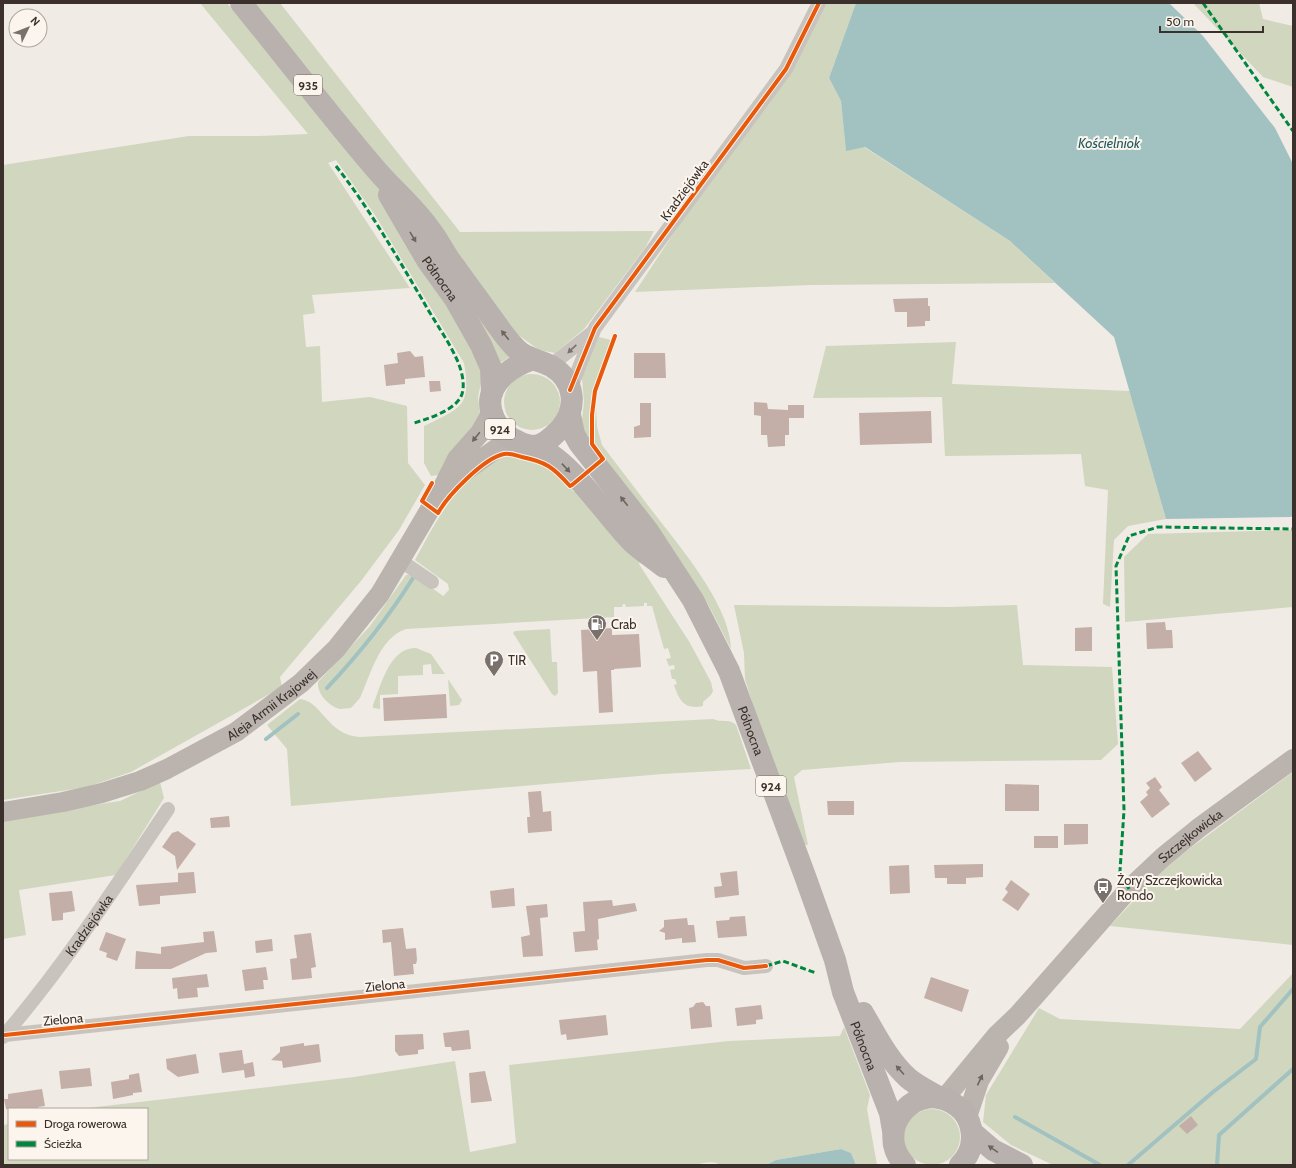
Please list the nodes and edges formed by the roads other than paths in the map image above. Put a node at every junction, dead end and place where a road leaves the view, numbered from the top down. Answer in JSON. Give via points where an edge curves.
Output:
{"nodes":[{"id":1,"x":241,"y":3,"type":"edge"},
{"id":2,"x":819,"y":3,"type":"edge"},
{"id":3,"x":374,"y":168,"type":"junction"},
{"id":4,"x":593,"y":332,"type":"junction"},
{"id":5,"x":542,"y":362,"type":"junction"},
{"id":6,"x":570,"y":390,"type":"junction"},
{"id":7,"x":492,"y":403,"type":"junction"},
{"id":8,"x":570,"y":414,"type":"junction"},
{"id":9,"x":514,"y":440,"type":"junction"},
{"id":10,"x":534,"y":446,"type":"junction"},
{"id":11,"x":442,"y":489,"type":"junction"},
{"id":12,"x":401,"y":561,"type":"junction"},
{"id":13,"x":676,"y":576,"type":"junction"},
{"id":14,"x":432,"y":582,"type":"dead end"},
{"id":15,"x":1293,"y":759,"type":"edge"},
{"id":16,"x":168,"y":809,"type":"dead end"},
{"id":17,"x":8,"y":811,"type":"edge"},
{"id":18,"x":835,"y":960,"type":"junction"},
{"id":19,"x":766,"y":966,"type":"dead end"},
{"id":20,"x":1018,"y":1015,"type":"junction"},
{"id":21,"x":4,"y":1036,"type":"edge"},
{"id":22,"x":942,"y":1098,"type":"junction"},
{"id":23,"x":969,"y":1125,"type":"junction"},
{"id":24,"x":893,"y":1131,"type":"junction"},
{"id":25,"x":900,"y":1162,"type":"edge"},
{"id":26,"x":960,"y":1165,"type":"edge"},
{"id":27,"x":1022,"y":1165,"type":"edge"}],
"edges":[{"from":1,"to":3,"type":"main road","name":"Północna","number":"935"},
{"from":2,"to":4,"type":"street","name":"Kradziejówka","via":[[786,70]]},
{"from":5,"to":3,"type":"main road","name":"Północna","number":"935","one_way":true,"via":[[521,353],[509,341],[429,228],[411,205]]},
{"from":3,"to":7,"type":"main road","name":"Północna","number":"935","one_way":true,"via":[[427,260],[455,299],[484,350],[491,368]]},
{"from":4,"to":5,"type":"street","name":"Kradziejówka","one_way":true},
{"from":4,"to":6,"type":"street","name":"Kradziejówka"},
{"from":5,"to":6,"type":"main road","number":"924","via":[[561,374]]},
{"from":5,"to":7,"type":"main road","number":"924","via":[[520,364],[512,370],[495,385]]},
{"from":6,"to":8,"type":"main road","number":"924"},
{"from":7,"to":9,"type":"main road","number":"924","via":[[500,428]]},
{"from":7,"to":11,"type":"main road","name":"Aleja Armii Krajowej","number":"924","one_way":true,"via":[[480,432],[457,459]]},
{"from":8,"to":10,"type":"main road","via":[[553,436]]},
{"from":13,"to":8,"type":"main road","name":"Północna","number":"924","one_way":true,"via":[[648,531],[579,443],[574,434]]},
{"from":9,"to":10,"type":"main road","number":"924"},
{"from":9,"to":11,"type":"main road","name":"Aleja Armii Krajowej","number":"924","via":[[488,454]]},
{"from":10,"to":13,"type":"main road","name":"Północna","number":"924","one_way":true,"via":[[561,463],[633,542]]},
{"from":11,"to":12,"type":"main road","name":"Aleja Armii Krajowej","number":"924"},
{"from":12,"to":14,"type":"street"},
{"from":12,"to":17,"type":"main road","name":"Aleja Armii Krajowej","number":"924","via":[[380,594],[336,649],[301,683],[236,732],[182,762],[140,781],[69,801]]},
{"from":13,"to":18,"type":"main road","name":"Północna","number":"924","via":[[700,613],[738,692]]},
{"from":15,"to":20,"type":"main road","name":"Szczejkowicka","via":[[1163,857],[1117,902]]},
{"from":16,"to":21,"type":"street","name":"Kradziejówka","via":[[114,889]]},
{"from":22,"to":18,"type":"main road","name":"Północna","number":"924","one_way":true,"via":[[907,1077],[888,1055]]},
{"from":18,"to":24,"type":"main road","name":"Północna","number":"924","via":[[843,992],[890,1113]]},
{"from":19,"to":21,"type":"street","name":"Zielona","via":[[744,968],[718,960],[707,960]]},
{"from":20,"to":22,"type":"main road","name":"Szczejkowicka","via":[[996,1036]]},
{"from":23,"to":20,"type":"main road","name":"Szczejkowicka","one_way":true,"via":[[979,1081]]},
{"from":22,"to":23,"type":"main road","number":"924","via":[[958,1107]]},
{"from":22,"to":24,"type":"main road","via":[[923,1098],[909,1105],[899,1117]]},
{"from":23,"to":26,"type":"main road","via":[[969,1151]]},
{"from":27,"to":23,"type":"main road","one_way":true,"via":[[993,1150]]},
{"from":24,"to":25,"type":"main road","number":"924"}]}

**Exercise objective**
Where a line of the records contains the word "nodes", copy that line.

**Result for this exercise**
Please list the nodes and edges formed by the roads other than paths in the map image above. Put a node at every junction, dead end and place where a road leaves the view, numbered from the top down. Answer in JSON. Give via points where an edge curves.
{"nodes":[{"id":1,"x":241,"y":3,"type":"edge"},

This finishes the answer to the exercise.